Mitigating Forgetting in LLM Fine-Tuning via Low-Perplexity Token Learning

AI-generated keywords: Machine Learning

AI-generated Key Points

  • Researchers investigate the use of Language Model (LLM)-generated data for fine-tuning in machine learning and its impact on cross-domain generalization.
  • Using LLM-generated data enhances target task performance and reduces degradation in non-target tasks compared to using ground truth data.
  • Reduction of high perplexity tokens in LLM-generated sequences is key to achieving improved performance, as demonstrated across different model families and scales.
  • Two methods for generating training data - Self-Output and Rephrase - are explored for two target tasks, with evaluation on five non-target tasks.
  • Detailed information is provided on original datasets used for data generation and methodology for constructing self-generated training datasets using language models.
  • The research offers valuable insights into leveraging LLM-generated data for fine-tuning to improve model performance across domains and mitigate forgetting issues in machine learning applications.
Also access our AI generated: Comprehensive summary, Lay summary, Blog-like article; or ask questions about this paper to our AI assistant.
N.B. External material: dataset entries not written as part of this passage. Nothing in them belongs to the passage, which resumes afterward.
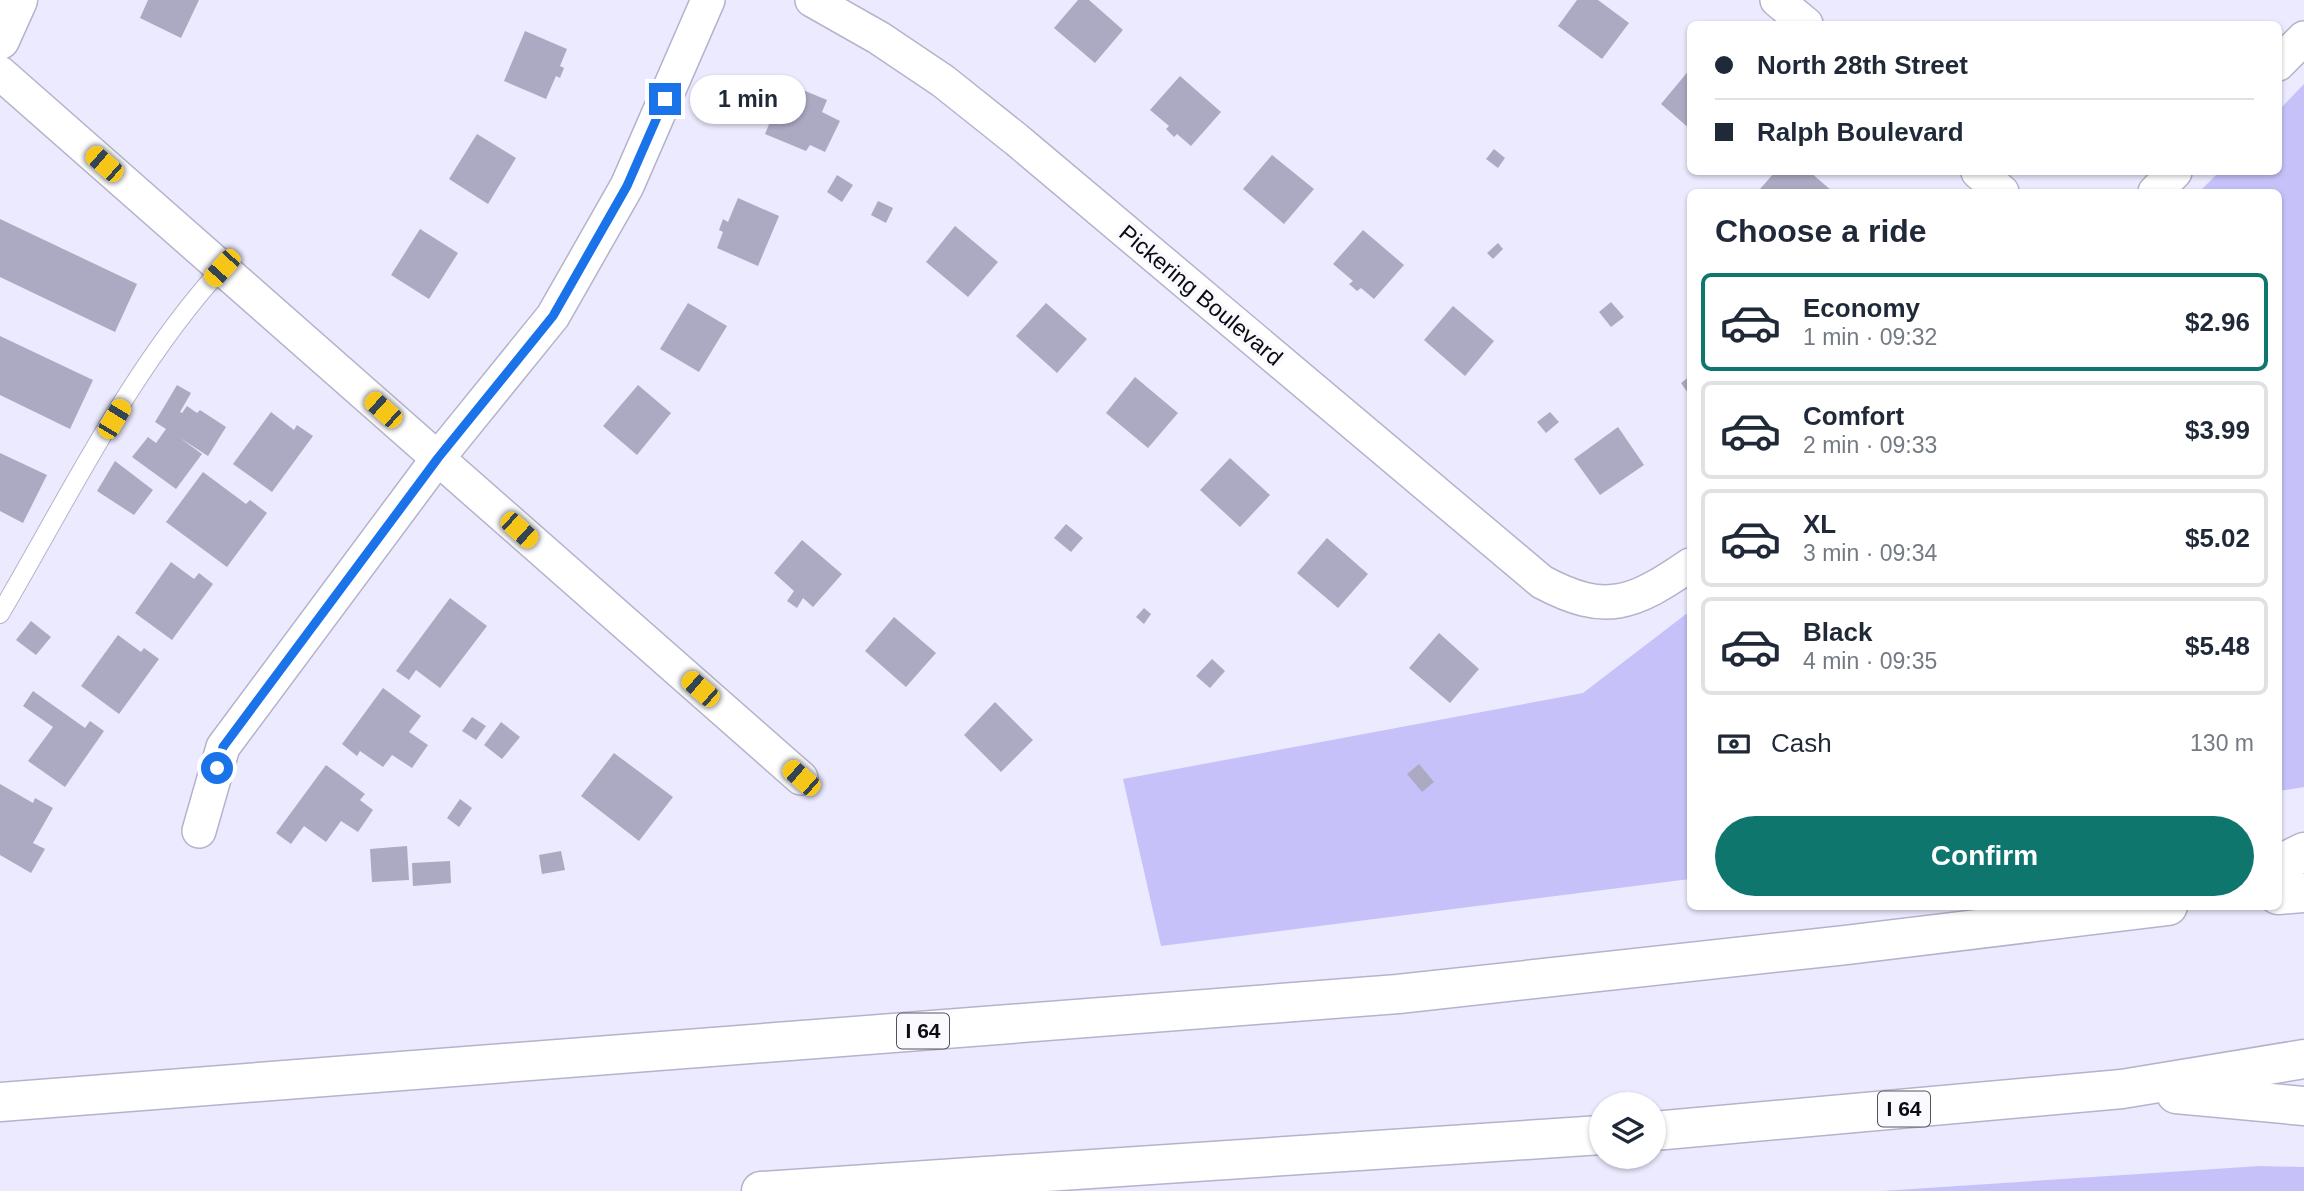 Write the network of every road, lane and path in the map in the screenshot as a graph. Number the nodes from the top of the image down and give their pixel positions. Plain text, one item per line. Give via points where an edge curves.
1 (18, 0) edge
2 (708, 0) edge
3 (811, 0) edge
4 (1777, 0) edge
5 (1802, 21) edge
6 (2304, 38) edge
7 (0, 40) edge
8 (2282, 60) edge
9 (0, 74) edge
10 (1982, 175) edge
11 (2172, 175) edge
12 (1998, 189) edge
13 (2158, 189) edge
14 (222, 268) junction
15 (438, 458) junction
16 (1687, 567) edge
17 (0, 614) edge
18 (801, 778) dead end
19 (199, 831) dead end
20 (2304, 852) edge
21 (2282, 863) edge
22 (2304, 892) edge
23 (2282, 895) edge
24 (2135, 910) edge
25 (2304, 1059) edge
26 (2122, 1089) junction
27 (0, 1102) edge
28 (2304, 1106) edge
29 (1666, 1130) edge
30 (1589, 1136) edge
31 (761, 1191) edge

1 - 7 main road
2 - 15 street via 627,186 553,316
3 - 16 street, Pickering Boulevard via 943,81 1017,139 1542,582 1581,600 1607,604 1659,586
4 - 5 street
6 - 8 street
9 - 14 street
10 - 12 street
11 - 13 street
14 - 15 street
14 - 17 lane via 141,374
15 - 18 street
15 - 19 street via 223,747
20 - 21 main road
22 - 23 main road
24 - 27 main road, I 64 via 1398,994
25 - 26 main road, I 64
26 - 28 main road
26 - 29 main road, I 64
30 - 31 main road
Authors: Chao-Chung Wu, Zhi Rui Tam, Chieh-Yen Lin, Yun-Nung Chen, Shao-Hua Sun, Hung-yi Lee

Accepted to NeurIPS 2025
License: CC BY-SA 4.0

Abstract: Maintaining consistent model performance across domains is a fundamental challenge in machine learning. While recent work has explored using LLM-generated data for fine-tuning, its impact on cross-domain generalization remains poorly understood. This paper presents a systematic analysis revealing that fine-tuning with LLM-generated data not only improves target task performance but also reduces non-target task degradation compared to fine-tuning with ground truth data. Through analyzing the data sequence in tasks of various domains, we demonstrate that this enhancement of non-target task robustness stems from the reduction of high perplexity tokens found in LLM-generated sequences. Following our findings, we showed that masking high perplexity tokens in ground truth training data achieves similar non-target task performance preservation, comparable to using LLM-generated data. Extensive experiments across different model families and scales, including Gemma 2 IT 2B, Llama 3 8B Instruct, and three additional models, agree with our findings. To the best of our knowledge, this is the first work to provide an empirical explanation based on token perplexity reduction to mitigate catastrophic forgetting in LLMs after fine-tuning, offering valuable insights for developing more robust fine-tuning strategies.
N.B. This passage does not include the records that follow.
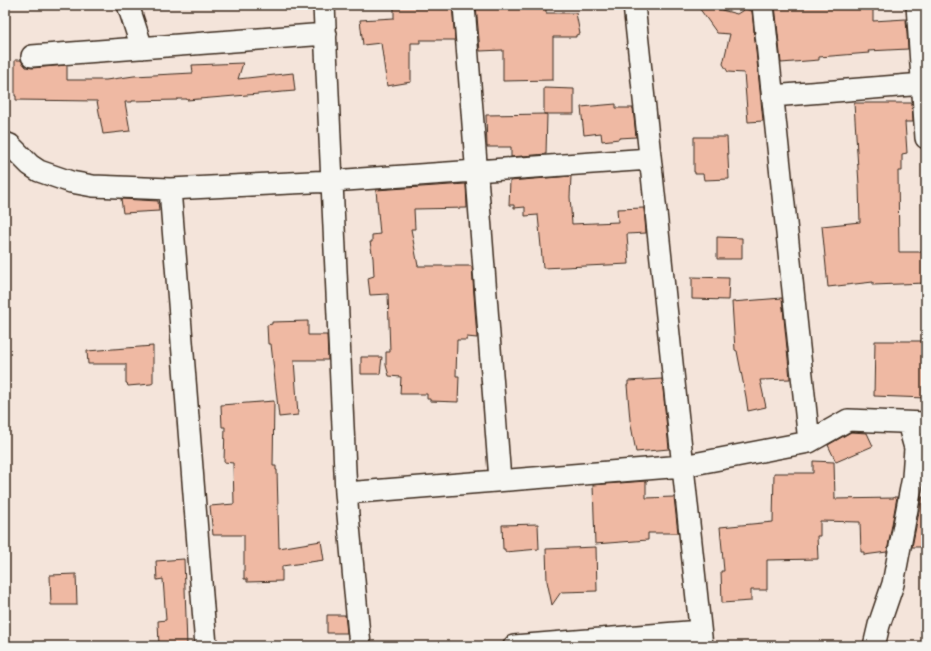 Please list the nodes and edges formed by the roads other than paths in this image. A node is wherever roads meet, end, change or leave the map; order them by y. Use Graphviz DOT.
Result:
graph roads {
  1 [pos="128,5"];
  2 [pos="324,5"];
  3 [pos="464,5"];
  4 [pos="634,5"];
  5 [pos="763,5"];
  6 [pos="917,5"];
  7 [pos="326,34"];
  8 [pos="142,48"];
  9 [pos="32,56"];
  10 [pos="922,84"];
  11 [pos="772,96"];
  12 [pos="926,138"];
  13 [pos="5,143"];
  14 [pos="650,159"];
  15 [pos="477,170"];
  16 [pos="332,181"];
  17 [pos="170,189"];
  18 [pos="917,423"];
  19 [pos="809,442"];
  20 [pos="683,466"];
  21 [pos="500,480"];
  22 [pos="346,493"];
  23 [pos="701,638"];
  24 [pos="206,646"];
  25 [pos="360,646"];
  26 [pos="514,646"];
  27 [pos="874,646"];
  1 -- 8 [label="street"];
  2 -- 7 [label="street"];
  3 -- 15 [label="street"];
  4 -- 14 [label="street"];
  5 -- 11 [label="street"];
  6 -- 10 [label="street"];
  7 -- 8 [label="street"];
  7 -- 16 [label="street"];
  8 -- 9 [label="street"];
  10 -- 11 [label="street"];
  10 -- 12 [label="street"];
  11 -- 19 [label="street"];
  13 -- 17 [label="street"];
  14 -- 15 [label="street"];
  14 -- 20 [label="street"];
  15 -- 16 [label="street"];
  15 -- 21 [label="street"];
  16 -- 17 [label="street"];
  16 -- 22 [label="street"];
  17 -- 24 [label="street"];
  18 -- 19 [label="street"];
  18 -- 27 [label="street"];
  19 -- 20 [label="street"];
  20 -- 21 [label="street"];
  20 -- 23 [label="street"];
  21 -- 22 [label="street"];
  22 -- 25 [label="street"];
  23 -- 26 [label="street"];
}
Submitted to arXiv on 24 Jan. 2025

Ask questions about this paper to our AI assistant

You can also chat with multiple papers at once here.
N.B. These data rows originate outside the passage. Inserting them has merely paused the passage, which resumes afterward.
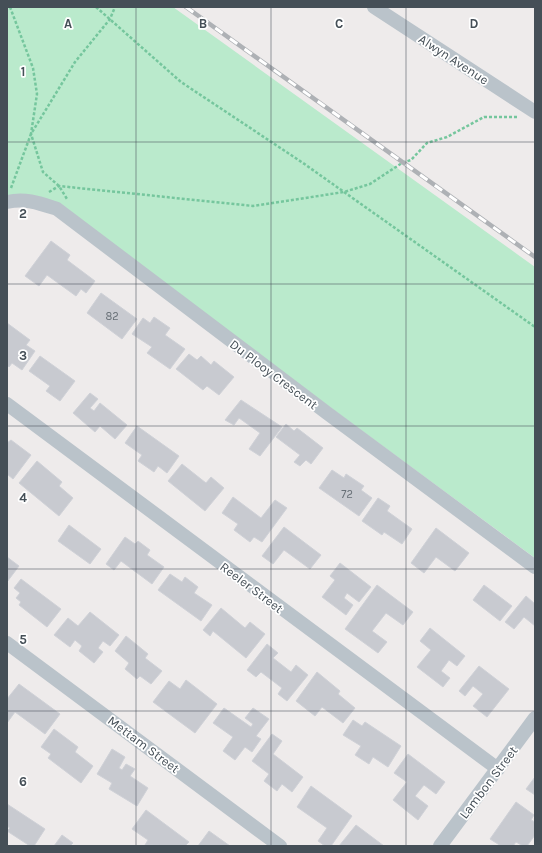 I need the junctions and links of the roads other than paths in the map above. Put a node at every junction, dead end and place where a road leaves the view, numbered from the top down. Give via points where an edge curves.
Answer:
1 (374, 7) edge
2 (535, 112) edge
3 (8, 198) edge
4 (7, 404) edge
5 (535, 568) edge
6 (7, 642) edge
7 (535, 718) edge
8 (498, 769) junction
9 (280, 846) edge
10 (440, 846) edge

1 - 2 street, Alwyn Avenue
3 - 5 street, Du Plooy Crescent via 33,201 57,209
4 - 8 street, Reeler Street
6 - 9 street, Mettam Street
7 - 8 street, Lambon Street
8 - 10 street, Lambon Street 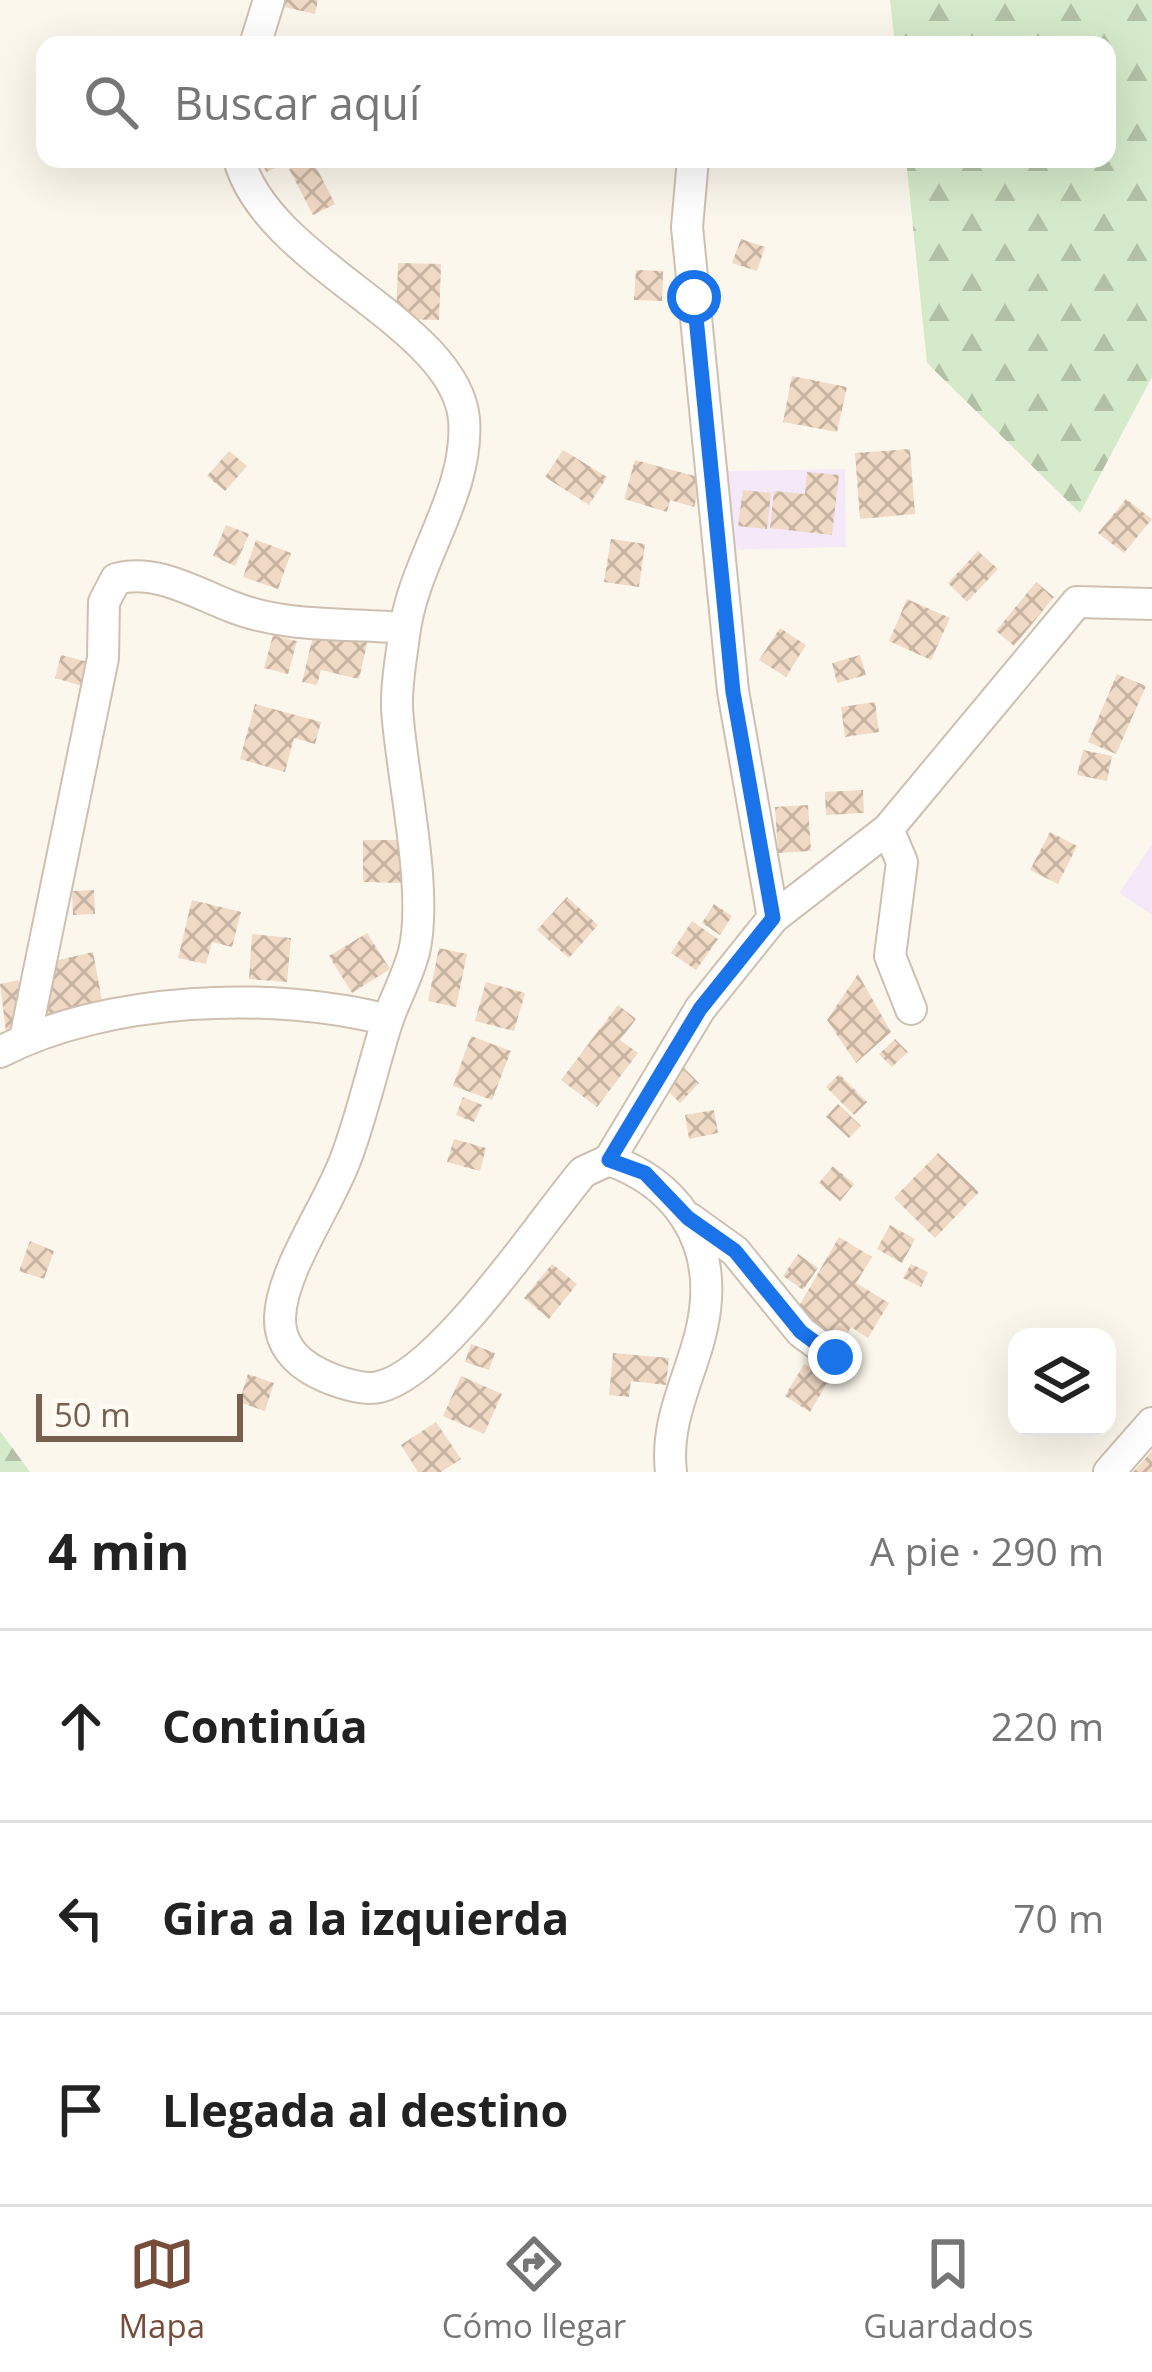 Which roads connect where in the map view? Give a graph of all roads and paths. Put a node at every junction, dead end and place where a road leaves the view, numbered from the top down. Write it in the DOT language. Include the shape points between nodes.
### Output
graph roads {
  1 [pos="269,0"];
  2 [pos="258,36"];
  3 [pos="241,168"];
  4 [pos="691,168"];
  5 [pos="1152,604"];
  6 [pos="404,628"];
  7 [pos="889,829"];
  8 [pos="773,918"];
  9 [pos="910,1009"];
  10 [pos="388,1021"];
  11 [pos="13,1046"];
  12 [pos="609,1160"];
  13 [pos="688,1218"];
  14 [pos="835,1357"];
  15 [pos="1152,1424"];
  16 [pos="671,1472"];
  17 [pos="1109,1472"];
  1 -- 2 [label="street"];
  3 -- 6 [label="street" via="247,188 302,251 352,283 451,377 464,415 464,455"];
  4 -- 8 [label="street" via="688,227 733,692"];
  5 -- 7 [label="street" via="1078,602"];
  6 -- 10 [label="street" via="397,704 415,949"];
  6 -- 11 [label="street" via="298,622 138,573 116,579 104,602 104,658 70,835"];
  7 -- 8 [label="street"];
  7 -- 9 [label="street" via="902,862 890,956"];
  8 -- 12 [label="street" via="700,1009"];
  10 -- 11 [label="street" via="331,1009 203,1005 132,1012"];
  10 -- 12 [label="street" via="346,1160 280,1317 286,1346 303,1365 378,1388 413,1369 452,1337 583,1172"];
  12 -- 13 [label="street" via="645,1173"];
  13 -- 14 [label="street" via="735,1251 801,1332"];
  13 -- 16 [label="street" via="704,1262 705,1311 673,1414"];
  15 -- 17 [label="street"];
}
AI assistant instructions?

Results of the summarizing process for the arXiv paper: 2501.14315v6

In this study, the researchers investigate the use of Language Model (LLM)-generated data for fine-tuning in machine learning and its impact on cross-domain generalization. They conduct a systematic analysis to reveal that using LLM-generated data not only enhances target task performance but also reduces degradation in non-target tasks compared to using ground truth data. This is achieved by reducing high perplexity tokens present in LLM-generated sequences, as shown through experiments across different model families and scales. The study also explores two methods for generating training data - Self-Output and Rephrase - for two different target tasks and evaluates their effectiveness on five non-target tasks. Additionally, detailed information is provided on the original datasets used for data generation and the methodology for constructing self-generated training datasets using language models. Overall, this research offers valuable insights into leveraging LLM-generated data for fine-tuning to improve model performance across domains and mitigate forgetting issues commonly observed in machine learning applications.
Created on 30 Oct. 2025

Assess the quality of the AI-generated content by voting

Score: 0

Why do we need votes?

Votes are used to determine whether we need to re-run our summarizing tools. If the count reaches -10, our tools can be restarted.

Similar papers summarized with our AI tools

Navigate through even more similar papers through a

tree representation

Look for similar papers (in beta version)

By clicking on the button above, our algorithm will scan all papers in our database to find the closest based on the contents of the full papers and not just on metadata. Please note that it only works for papers that we have generated summaries for and you can rerun it from time to time to get a more accurate result while our database grows.

Disclaimer: The AI-based summarization tool and virtual assistant provided on this website may not always provide accurate and complete summaries or responses. We encourage you to carefully review and evaluate the generated content to ensure its quality and relevance to your needs.